** Opening SOURCE DATA block **

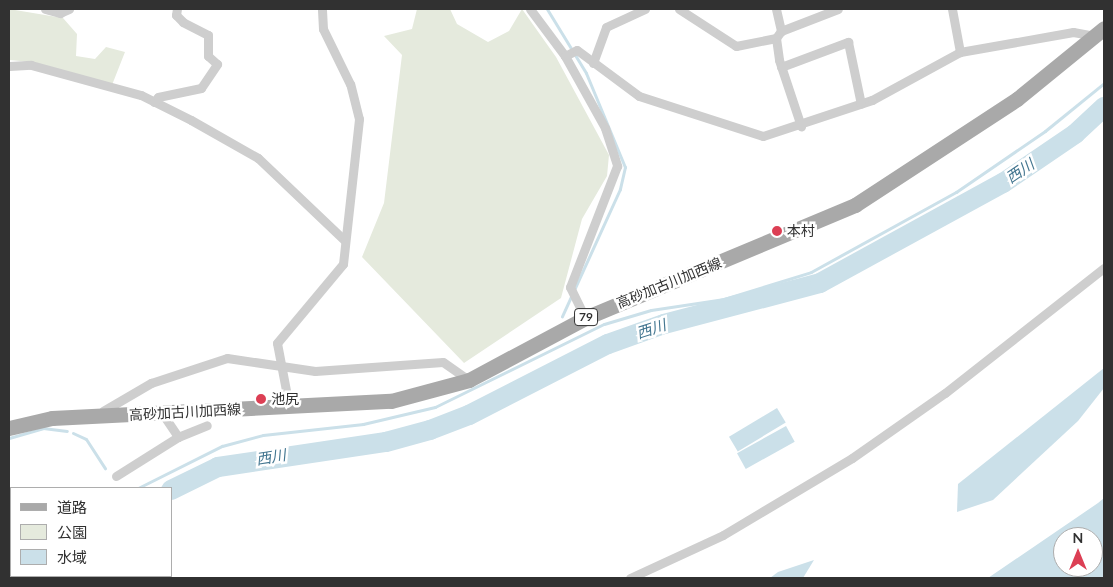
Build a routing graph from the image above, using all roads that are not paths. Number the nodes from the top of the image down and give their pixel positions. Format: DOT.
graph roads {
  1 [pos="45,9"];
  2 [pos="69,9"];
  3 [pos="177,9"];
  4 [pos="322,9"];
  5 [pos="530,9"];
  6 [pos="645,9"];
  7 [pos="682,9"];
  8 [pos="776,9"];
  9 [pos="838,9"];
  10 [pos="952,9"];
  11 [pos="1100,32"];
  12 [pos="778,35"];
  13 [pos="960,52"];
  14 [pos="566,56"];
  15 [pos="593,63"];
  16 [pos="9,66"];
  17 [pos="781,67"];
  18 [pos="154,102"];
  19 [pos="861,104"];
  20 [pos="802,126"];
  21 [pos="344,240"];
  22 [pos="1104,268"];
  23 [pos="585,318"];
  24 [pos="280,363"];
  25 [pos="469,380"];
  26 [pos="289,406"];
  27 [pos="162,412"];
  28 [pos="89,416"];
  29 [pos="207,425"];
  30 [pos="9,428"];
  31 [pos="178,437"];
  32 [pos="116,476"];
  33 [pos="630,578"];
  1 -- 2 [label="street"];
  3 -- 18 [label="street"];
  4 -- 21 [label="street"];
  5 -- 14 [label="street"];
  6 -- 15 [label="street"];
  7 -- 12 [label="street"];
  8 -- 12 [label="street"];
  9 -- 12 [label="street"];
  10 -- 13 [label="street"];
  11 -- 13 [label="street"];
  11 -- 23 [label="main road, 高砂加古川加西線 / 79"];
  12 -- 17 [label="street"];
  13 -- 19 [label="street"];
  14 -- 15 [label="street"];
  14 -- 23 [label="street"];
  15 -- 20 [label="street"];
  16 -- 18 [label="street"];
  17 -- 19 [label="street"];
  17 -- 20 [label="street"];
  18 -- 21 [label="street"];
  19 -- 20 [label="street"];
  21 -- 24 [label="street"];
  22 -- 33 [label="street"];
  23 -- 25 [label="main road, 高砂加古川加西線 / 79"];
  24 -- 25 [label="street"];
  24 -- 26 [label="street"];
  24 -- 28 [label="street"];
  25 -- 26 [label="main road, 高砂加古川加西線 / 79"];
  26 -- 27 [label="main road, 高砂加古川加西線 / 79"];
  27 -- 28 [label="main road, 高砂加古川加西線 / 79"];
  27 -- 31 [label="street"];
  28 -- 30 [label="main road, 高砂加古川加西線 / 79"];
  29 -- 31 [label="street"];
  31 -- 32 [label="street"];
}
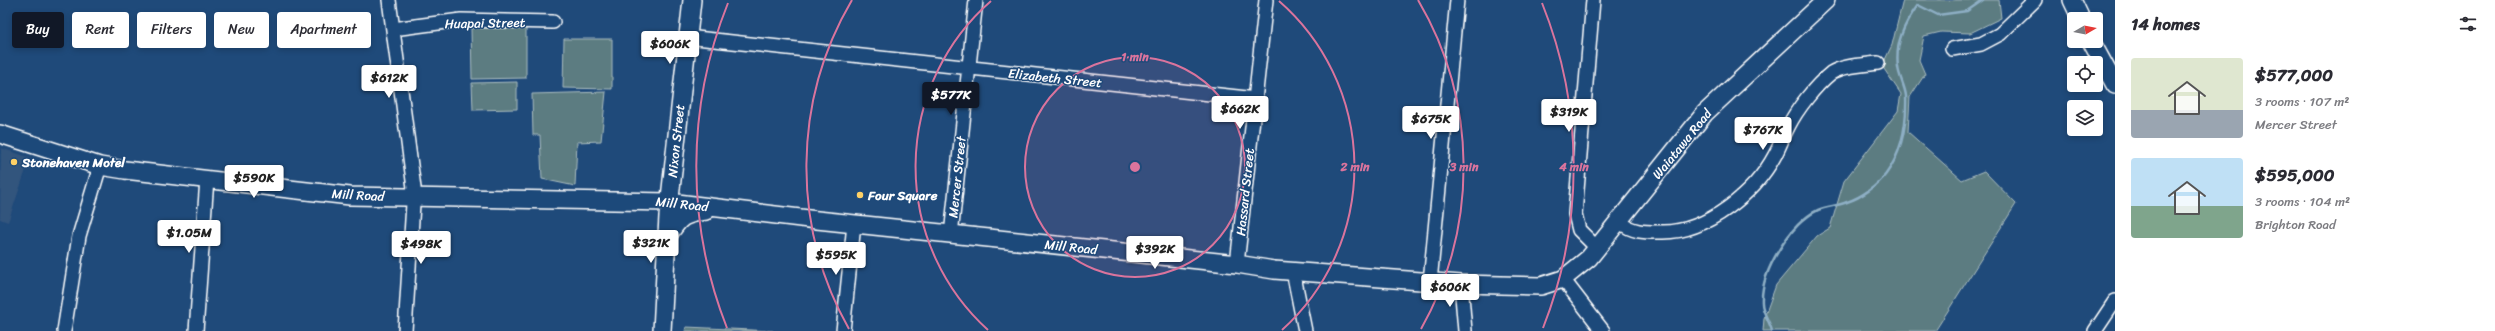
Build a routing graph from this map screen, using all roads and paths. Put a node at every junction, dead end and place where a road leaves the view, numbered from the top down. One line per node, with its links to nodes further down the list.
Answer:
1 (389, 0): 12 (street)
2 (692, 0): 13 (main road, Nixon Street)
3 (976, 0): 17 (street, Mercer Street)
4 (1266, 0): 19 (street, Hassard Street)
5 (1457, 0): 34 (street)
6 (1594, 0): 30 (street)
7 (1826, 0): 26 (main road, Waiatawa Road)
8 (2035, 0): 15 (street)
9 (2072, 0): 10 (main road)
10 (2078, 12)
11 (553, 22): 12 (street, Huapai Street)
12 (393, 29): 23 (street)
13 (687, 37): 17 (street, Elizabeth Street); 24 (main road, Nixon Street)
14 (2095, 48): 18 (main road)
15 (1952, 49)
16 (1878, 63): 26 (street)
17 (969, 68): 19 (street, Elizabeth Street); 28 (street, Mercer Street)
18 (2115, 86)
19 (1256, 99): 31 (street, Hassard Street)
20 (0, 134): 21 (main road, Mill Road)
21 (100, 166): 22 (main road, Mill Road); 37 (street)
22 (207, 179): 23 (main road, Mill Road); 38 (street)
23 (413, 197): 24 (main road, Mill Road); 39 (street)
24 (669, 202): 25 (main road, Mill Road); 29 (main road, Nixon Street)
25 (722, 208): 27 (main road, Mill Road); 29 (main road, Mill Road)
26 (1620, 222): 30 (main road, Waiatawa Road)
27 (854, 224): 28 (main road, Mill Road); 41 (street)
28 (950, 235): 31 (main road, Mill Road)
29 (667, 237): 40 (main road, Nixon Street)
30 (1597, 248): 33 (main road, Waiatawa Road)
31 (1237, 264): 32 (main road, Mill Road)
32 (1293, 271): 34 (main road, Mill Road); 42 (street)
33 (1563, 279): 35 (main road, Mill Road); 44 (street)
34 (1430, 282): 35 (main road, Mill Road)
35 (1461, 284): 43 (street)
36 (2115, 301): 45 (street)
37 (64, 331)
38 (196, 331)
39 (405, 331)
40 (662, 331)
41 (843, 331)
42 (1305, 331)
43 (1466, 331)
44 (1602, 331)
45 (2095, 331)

** Closing SOURCE DATA block **

> _ACTIVITY_:
Repeat the data above exactly, images excluded.

> _YOUR SOLUTION_:
Build a routing graph from the image above, using all roads that are not paths. Number the nodes from the top of the image down and give their pixel positions. Format: DOT.
graph roads {
  1 [pos="45,9"];
  2 [pos="69,9"];
  3 [pos="177,9"];
  4 [pos="322,9"];
  5 [pos="530,9"];
  6 [pos="645,9"];
  7 [pos="682,9"];
  8 [pos="776,9"];
  9 [pos="838,9"];
  10 [pos="952,9"];
  11 [pos="1100,32"];
  12 [pos="778,35"];
  13 [pos="960,52"];
  14 [pos="566,56"];
  15 [pos="593,63"];
  16 [pos="9,66"];
  17 [pos="781,67"];
  18 [pos="154,102"];
  19 [pos="861,104"];
  20 [pos="802,126"];
  21 [pos="344,240"];
  22 [pos="1104,268"];
  23 [pos="585,318"];
  24 [pos="280,363"];
  25 [pos="469,380"];
  26 [pos="289,406"];
  27 [pos="162,412"];
  28 [pos="89,416"];
  29 [pos="207,425"];
  30 [pos="9,428"];
  31 [pos="178,437"];
  32 [pos="116,476"];
  33 [pos="630,578"];
  1 -- 2 [label="street"];
  3 -- 18 [label="street"];
  4 -- 21 [label="street"];
  5 -- 14 [label="street"];
  6 -- 15 [label="street"];
  7 -- 12 [label="street"];
  8 -- 12 [label="street"];
  9 -- 12 [label="street"];
  10 -- 13 [label="street"];
  11 -- 13 [label="street"];
  11 -- 23 [label="main road, 高砂加古川加西線 / 79"];
  12 -- 17 [label="street"];
  13 -- 19 [label="street"];
  14 -- 15 [label="street"];
  14 -- 23 [label="street"];
  15 -- 20 [label="street"];
  16 -- 18 [label="street"];
  17 -- 19 [label="street"];
  17 -- 20 [label="street"];
  18 -- 21 [label="street"];
  19 -- 20 [label="street"];
  21 -- 24 [label="street"];
  22 -- 33 [label="street"];
  23 -- 25 [label="main road, 高砂加古川加西線 / 79"];
  24 -- 25 [label="street"];
  24 -- 26 [label="street"];
  24 -- 28 [label="street"];
  25 -- 26 [label="main road, 高砂加古川加西線 / 79"];
  26 -- 27 [label="main road, 高砂加古川加西線 / 79"];
  27 -- 28 [label="main road, 高砂加古川加西線 / 79"];
  27 -- 31 [label="street"];
  28 -- 30 [label="main road, 高砂加古川加西線 / 79"];
  29 -- 31 [label="street"];
  31 -- 32 [label="street"];
}
Build a routing graph from this map screen, using all roads and paths. Put a node at every junction, dead end and place where a road leaves the view, numbered from the top down. One line per node, with its links to nodes further down the list.
Answer:
1 (389, 0): 12 (street)
2 (692, 0): 13 (main road, Nixon Street)
3 (976, 0): 17 (street, Mercer Street)
4 (1266, 0): 19 (street, Hassard Street)
5 (1457, 0): 34 (street)
6 (1594, 0): 30 (street)
7 (1826, 0): 26 (main road, Waiatawa Road)
8 (2035, 0): 15 (street)
9 (2072, 0): 10 (main road)
10 (2078, 12)
11 (553, 22): 12 (street, Huapai Street)
12 (393, 29): 23 (street)
13 (687, 37): 17 (street, Elizabeth Street); 24 (main road, Nixon Street)
14 (2095, 48): 18 (main road)
15 (1952, 49)
16 (1878, 63): 26 (street)
17 (969, 68): 19 (street, Elizabeth Street); 28 (street, Mercer Street)
18 (2115, 86)
19 (1256, 99): 31 (street, Hassard Street)
20 (0, 134): 21 (main road, Mill Road)
21 (100, 166): 22 (main road, Mill Road); 37 (street)
22 (207, 179): 23 (main road, Mill Road); 38 (street)
23 (413, 197): 24 (main road, Mill Road); 39 (street)
24 (669, 202): 25 (main road, Mill Road); 29 (main road, Nixon Street)
25 (722, 208): 27 (main road, Mill Road); 29 (main road, Mill Road)
26 (1620, 222): 30 (main road, Waiatawa Road)
27 (854, 224): 28 (main road, Mill Road); 41 (street)
28 (950, 235): 31 (main road, Mill Road)
29 (667, 237): 40 (main road, Nixon Street)
30 (1597, 248): 33 (main road, Waiatawa Road)
31 (1237, 264): 32 (main road, Mill Road)
32 (1293, 271): 34 (main road, Mill Road); 42 (street)
33 (1563, 279): 35 (main road, Mill Road); 44 (street)
34 (1430, 282): 35 (main road, Mill Road)
35 (1461, 284): 43 (street)
36 (2115, 301): 45 (street)
37 (64, 331)
38 (196, 331)
39 (405, 331)
40 (662, 331)
41 (843, 331)
42 (1305, 331)
43 (1466, 331)
44 (1602, 331)
45 (2095, 331)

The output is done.